Exercise prompt: Find and copy each line of the data that includes "nodes".

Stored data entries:
'''

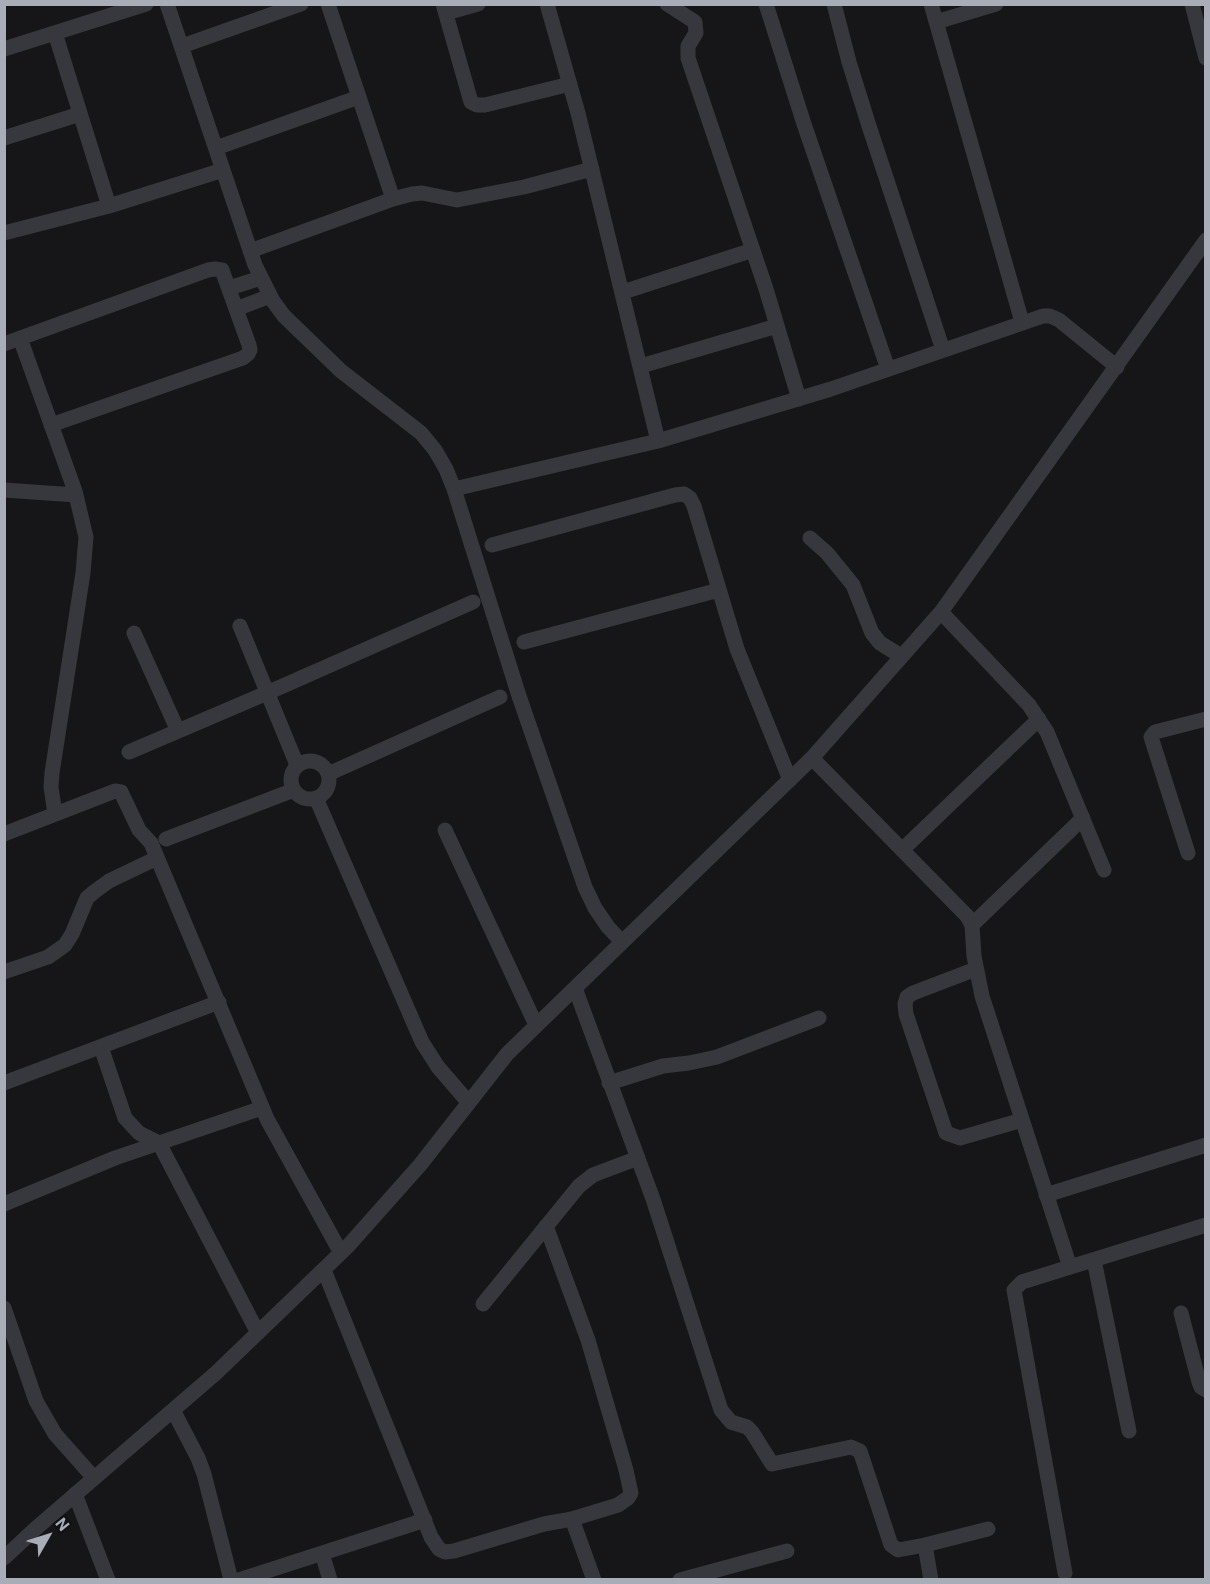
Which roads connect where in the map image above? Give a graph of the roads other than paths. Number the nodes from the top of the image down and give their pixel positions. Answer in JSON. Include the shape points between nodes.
{"nodes":[{"id":1,"x":146,"y":4,"type":"edge"},
{"id":2,"x":167,"y":4,"type":"edge"},
{"id":3,"x":301,"y":4,"type":"edge"},
{"id":4,"x":328,"y":4,"type":"edge"},
{"id":5,"x":478,"y":4,"type":"edge"},
{"id":6,"x":547,"y":4,"type":"edge"},
{"id":7,"x":667,"y":4,"type":"edge"},
{"id":8,"x":766,"y":4,"type":"edge"},
{"id":9,"x":834,"y":4,"type":"edge"},
{"id":10,"x":931,"y":4,"type":"edge"},
{"id":11,"x":996,"y":4,"type":"edge"},
{"id":12,"x":1192,"y":4,"type":"edge"},
{"id":13,"x":444,"y":9,"type":"edge"},
{"id":14,"x":936,"y":22,"type":"junction"},
{"id":15,"x":55,"y":33,"type":"junction"},
{"id":16,"x":182,"y":46,"type":"junction"},
{"id":17,"x":4,"y":49,"type":"edge"},
{"id":18,"x":1206,"y":58,"type":"edge"},
{"id":19,"x":570,"y":84,"type":"junction"},
{"id":20,"x":359,"y":97,"type":"junction"},
{"id":21,"x":80,"y":114,"type":"junction"},
{"id":22,"x":4,"y":138,"type":"edge"},
{"id":23,"x":216,"y":148,"type":"junction"},
{"id":24,"x":592,"y":169,"type":"junction"},
{"id":25,"x":223,"y":170,"type":"junction"},
{"id":26,"x":393,"y":199,"type":"junction"},
{"id":27,"x":109,"y":206,"type":"junction"},
{"id":28,"x":4,"y":233,"type":"edge"},
{"id":29,"x":1206,"y":240,"type":"edge"},
{"id":30,"x":753,"y":250,"type":"junction"},
{"id":31,"x":250,"y":251,"type":"junction"},
{"id":32,"x":261,"y":278,"type":"junction"},
{"id":33,"x":229,"y":288,"type":"junction"},
{"id":34,"x":623,"y":292,"type":"junction"},
{"id":35,"x":270,"y":297,"type":"junction"},
{"id":36,"x":236,"y":309,"type":"junction"},
{"id":37,"x":1022,"y":322,"type":"junction"},
{"id":38,"x":777,"y":326,"type":"junction"},
{"id":39,"x":20,"y":338,"type":"junction"},
{"id":40,"x":4,"y":344,"type":"edge"},
{"id":41,"x":943,"y":350,"type":"junction"},
{"id":42,"x":642,"y":366,"type":"junction"},
{"id":43,"x":1117,"y":367,"type":"junction"},
{"id":44,"x":888,"y":369,"type":"junction"},
{"id":45,"x":799,"y":399,"type":"junction"},
{"id":46,"x":51,"y":424,"type":"junction"},
{"id":47,"x":658,"y":441,"type":"junction"},
{"id":48,"x":454,"y":489,"type":"junction"},
{"id":49,"x":4,"y":490,"type":"edge"},
{"id":50,"x":76,"y":495,"type":"junction"},
{"id":51,"x":810,"y":538,"type":"dead end"},
{"id":52,"x":492,"y":545,"type":"dead end"},
{"id":53,"x":719,"y":590,"type":"junction"},
{"id":54,"x":473,"y":602,"type":"dead end"},
{"id":55,"x":941,"y":612,"type":"junction"},
{"id":56,"x":240,"y":626,"type":"dead end"},
{"id":57,"x":134,"y":633,"type":"dead end"},
{"id":58,"x":524,"y":642,"type":"dead end"},
{"id":59,"x":902,"y":657,"type":"junction"},
{"id":60,"x":267,"y":693,"type":"junction"},
{"id":61,"x":500,"y":697,"type":"dead end"},
{"id":62,"x":1039,"y":719,"type":"junction"},
{"id":63,"x":1206,"y":719,"type":"edge"},
{"id":64,"x":178,"y":731,"type":"junction"},
{"id":65,"x":129,"y":752,"type":"dead end"},
{"id":66,"x":812,"y":758,"type":"junction"},
{"id":67,"x":297,"y":765,"type":"junction"},
{"id":68,"x":328,"y":774,"type":"junction"},
{"id":69,"x":790,"y":780,"type":"junction"},
{"id":70,"x":294,"y":790,"type":"junction"},
{"id":71,"x":316,"y":798,"type":"junction"},
{"id":72,"x":55,"y":814,"type":"junction"},
{"id":73,"x":1083,"y":818,"type":"junction"},
{"id":74,"x":445,"y":830,"type":"dead end"},
{"id":75,"x":4,"y":834,"type":"edge"},
{"id":76,"x":166,"y":839,"type":"dead end"},
{"id":77,"x":902,"y":850,"type":"junction"},
{"id":78,"x":1188,"y":853,"type":"dead end"},
{"id":79,"x":157,"y":858,"type":"junction"},
{"id":80,"x":1104,"y":870,"type":"dead end"},
{"id":81,"x":972,"y":924,"type":"junction"},
{"id":82,"x":621,"y":942,"type":"junction"},
{"id":83,"x":976,"y":969,"type":"junction"},
{"id":84,"x":4,"y":972,"type":"edge"},
{"id":85,"x":574,"y":988,"type":"junction"},
{"id":86,"x":219,"y":1002,"type":"junction"},
{"id":87,"x":819,"y":1018,"type":"dead end"},
{"id":88,"x":536,"y":1025,"type":"junction"},
{"id":89,"x":100,"y":1047,"type":"junction"},
{"id":90,"x":4,"y":1083,"type":"edge"},
{"id":91,"x":609,"y":1083,"type":"junction"},
{"id":92,"x":469,"y":1103,"type":"junction"},
{"id":93,"x":262,"y":1108,"type":"junction"},
{"id":94,"x":1023,"y":1120,"type":"junction"},
{"id":95,"x":159,"y":1143,"type":"junction"},
{"id":96,"x":1206,"y":1145,"type":"edge"},
{"id":97,"x":638,"y":1158,"type":"junction"},
{"id":98,"x":1047,"y":1195,"type":"junction"},
{"id":99,"x":4,"y":1204,"type":"edge"},
{"id":100,"x":1206,"y":1225,"type":"edge"},
{"id":101,"x":546,"y":1226,"type":"junction"},
{"id":102,"x":341,"y":1253,"type":"junction"},
{"id":103,"x":1094,"y":1260,"type":"junction"},
{"id":104,"x":1070,"y":1267,"type":"junction"},
{"id":105,"x":324,"y":1270,"type":"junction"},
{"id":106,"x":483,"y":1304,"type":"dead end"},
{"id":107,"x":4,"y":1308,"type":"edge"},
{"id":108,"x":1181,"y":1313,"type":"dead end"},
{"id":109,"x":258,"y":1333,"type":"junction"},
{"id":110,"x":1206,"y":1390,"type":"edge"},
{"id":111,"x":173,"y":1410,"type":"junction"},
{"id":112,"x":1129,"y":1431,"type":"dead end"},
{"id":113,"x":94,"y":1478,"type":"junction"},
{"id":114,"x":75,"y":1494,"type":"junction"},
{"id":115,"x":572,"y":1519,"type":"junction"},
{"id":116,"x":425,"y":1520,"type":"junction"},
{"id":117,"x":988,"y":1529,"type":"dead end"},
{"id":118,"x":925,"y":1545,"type":"junction"},
{"id":119,"x":787,"y":1551,"type":"dead end"},
{"id":120,"x":322,"y":1553,"type":"junction"},
{"id":121,"x":4,"y":1558,"type":"edge"},
{"id":122,"x":1065,"y":1573,"type":"dead end"},
{"id":123,"x":108,"y":1580,"type":"edge"},
{"id":124,"x":231,"y":1580,"type":"edge"},
{"id":125,"x":239,"y":1580,"type":"edge"},
{"id":126,"x":330,"y":1580,"type":"edge"},
{"id":127,"x":594,"y":1580,"type":"edge"},
{"id":128,"x":680,"y":1580,"type":"edge"},
{"id":129,"x":931,"y":1580,"type":"edge"}],
"edges":[{"from":1,"to":15,"type":"street"},
{"from":2,"to":16,"type":"street"},
{"from":3,"to":16,"type":"street"},
{"from":4,"to":20,"type":"street"},
{"from":5,"to":13,"type":"street"},
{"from":6,"to":19,"type":"street"},
{"from":7,"to":30,"type":"street","via":[[695,22],[696,33],[688,46],[688,58]]},
{"from":8,"to":44,"type":"street"},
{"from":9,"to":41,"type":"street","via":[[869,126]]},
{"from":10,"to":14,"type":"street"},
{"from":11,"to":14,"type":"street"},
{"from":12,"to":18,"type":"street"},
{"from":13,"to":19,"type":"street","via":[[471,102],[485,105]]},
{"from":14,"to":37,"type":"street"},
{"from":15,"to":17,"type":"street"},
{"from":15,"to":21,"type":"street"},
{"from":16,"to":23,"type":"street"},
{"from":19,"to":24,"type":"street"},
{"from":20,"to":23,"type":"street"},
{"from":20,"to":26,"type":"street"},
{"from":21,"to":22,"type":"street"},
{"from":21,"to":27,"type":"street"},
{"from":23,"to":25,"type":"street"},
{"from":24,"to":26,"type":"street","via":[[457,200],[422,193]]},
{"from":24,"to":34,"type":"street"},
{"from":25,"to":27,"type":"street"},
{"from":25,"to":31,"type":"street"},
{"from":26,"to":31,"type":"street"},
{"from":27,"to":28,"type":"street"},
{"from":29,"to":43,"type":"street"},
{"from":30,"to":34,"type":"street"},
{"from":30,"to":38,"type":"street"},
{"from":31,"to":32,"type":"street"},
{"from":32,"to":33,"type":"street"},
{"from":32,"to":35,"type":"street"},
{"from":33,"to":36,"type":"street"},
{"from":33,"to":39,"type":"street","via":[[222,270],[215,268]]},
{"from":34,"to":42,"type":"street"},
{"from":35,"to":36,"type":"street"},
{"from":35,"to":48,"type":"street","via":[[284,316],[341,371],[421,433],[435,450]]},
{"from":36,"to":46,"type":"street","via":[[250,350],[243,358]]},
{"from":37,"to":41,"type":"street"},
{"from":37,"to":43,"type":"street","via":[[1043,316],[1059,320]]},
{"from":38,"to":42,"type":"street"},
{"from":38,"to":45,"type":"street"},
{"from":39,"to":40,"type":"street"},
{"from":39,"to":46,"type":"street"},
{"from":41,"to":44,"type":"street"},
{"from":42,"to":47,"type":"street"},
{"from":43,"to":55,"type":"street"},
{"from":44,"to":45,"type":"street"},
{"from":45,"to":47,"type":"street"},
{"from":46,"to":50,"type":"street"},
{"from":47,"to":48,"type":"street"},
{"from":48,"to":82,"type":"street","via":[[585,887],[601,917]]},
{"from":49,"to":50,"type":"street"},
{"from":50,"to":72,"type":"street","via":[[86,537],[52,773]]},
{"from":51,"to":59,"type":"street","via":[[852,585],[872,633]]},
{"from":52,"to":53,"type":"street","via":[[684,494],[694,506]]},
{"from":53,"to":58,"type":"street"},
{"from":53,"to":69,"type":"street","via":[[737,649]]},
{"from":54,"to":60,"type":"street"},
{"from":55,"to":59,"type":"street"},
{"from":55,"to":62,"type":"street"},
{"from":56,"to":60,"type":"street"},
{"from":57,"to":64,"type":"street"},
{"from":59,"to":66,"type":"street"},
{"from":60,"to":64,"type":"street"},
{"from":60,"to":67,"type":"street"},
{"from":61,"to":68,"type":"street"},
{"from":62,"to":73,"type":"street"},
{"from":62,"to":77,"type":"street"},
{"from":63,"to":78,"type":"street","via":[[1155,732],[1151,737]]},
{"from":64,"to":65,"type":"street"},
{"from":66,"to":69,"type":"street"},
{"from":66,"to":77,"type":"street"},
{"from":67,"to":68,"type":"street","via":[[315,761]]},
{"from":67,"to":70,"type":"street","via":[[291,777]]},
{"from":68,"to":71,"type":"street","via":[[326,791]]},
{"from":69,"to":82,"type":"street"},
{"from":70,"to":71,"type":"street","via":[[304,798]]},
{"from":70,"to":76,"type":"street"},
{"from":71,"to":92,"type":"street","via":[[422,1042]]},
{"from":72,"to":75,"type":"street"},
{"from":72,"to":79,"type":"street","via":[[118,790]]},
{"from":73,"to":80,"type":"street"},
{"from":73,"to":81,"type":"street"},
{"from":74,"to":88,"type":"street"},
{"from":77,"to":81,"type":"street"},
{"from":79,"to":84,"type":"street","via":[[109,881],[87,898],[72,934],[58,950]]},
{"from":79,"to":86,"type":"street"},
{"from":81,"to":83,"type":"street"},
{"from":82,"to":85,"type":"street"},
{"from":83,"to":94,"type":"street"},
{"from":83,"to":94,"type":"street","via":[[913,993],[907,997],[906,1014],[946,1133],[960,1138]]},
{"from":85,"to":88,"type":"street"},
{"from":85,"to":91,"type":"street"},
{"from":86,"to":89,"type":"street"},
{"from":86,"to":93,"type":"street"},
{"from":87,"to":91,"type":"street","via":[[717,1057],[663,1066]]},
{"from":88,"to":92,"type":"street","via":[[507,1054]]},
{"from":89,"to":90,"type":"street"},
{"from":89,"to":95,"type":"street","via":[[125,1118],[139,1133]]},
{"from":91,"to":97,"type":"street"},
{"from":92,"to":102,"type":"street"},
{"from":93,"to":95,"type":"street"},
{"from":93,"to":102,"type":"street"},
{"from":94,"to":98,"type":"street"},
{"from":95,"to":99,"type":"street"},
{"from":95,"to":109,"type":"street"},
{"from":96,"to":98,"type":"street"},
{"from":97,"to":101,"type":"street","via":[[593,1175]]},
{"from":97,"to":118,"type":"street","via":[[726,1417],[752,1432],[772,1464],[856,1448],[891,1545],[898,1550]]},
{"from":98,"to":104,"type":"street"},
{"from":100,"to":103,"type":"street"},
{"from":101,"to":106,"type":"street"},
{"from":101,"to":115,"type":"street","via":[[588,1340],[631,1486],[628,1498],[618,1505]]},
{"from":102,"to":105,"type":"street"},
{"from":103,"to":104,"type":"street"},
{"from":103,"to":112,"type":"street"},
{"from":104,"to":122,"type":"street","via":[[1022,1282],[1014,1290]]},
{"from":105,"to":109,"type":"street"},
{"from":105,"to":116,"type":"street"},
{"from":107,"to":113,"type":"street","via":[[36,1401],[55,1434]]},
{"from":108,"to":110,"type":"street","via":[[1201,1387]]},
{"from":109,"to":111,"type":"street"},
{"from":111,"to":113,"type":"street"},
{"from":111,"to":124,"type":"street","via":[[204,1474]]},
{"from":113,"to":114,"type":"street"},
{"from":114,"to":121,"type":"street"},
{"from":114,"to":123,"type":"street"},
{"from":115,"to":116,"type":"street","via":[[445,1552],[435,1544]]},
{"from":115,"to":127,"type":"street"},
{"from":116,"to":120,"type":"street"},
{"from":117,"to":118,"type":"street"},
{"from":118,"to":129,"type":"street"},
{"from":119,"to":128,"type":"street"},
{"from":120,"to":125,"type":"street"},
{"from":120,"to":126,"type":"street"}]}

'''

Your response:
Which roads connect where in the map image above? Give a graph of the roads other than paths. Number the nodes from the top of the image down and give their pixel positions. Answer in JSON. Include the shape points between nodes.
{"nodes":[{"id":1,"x":146,"y":4,"type":"edge"},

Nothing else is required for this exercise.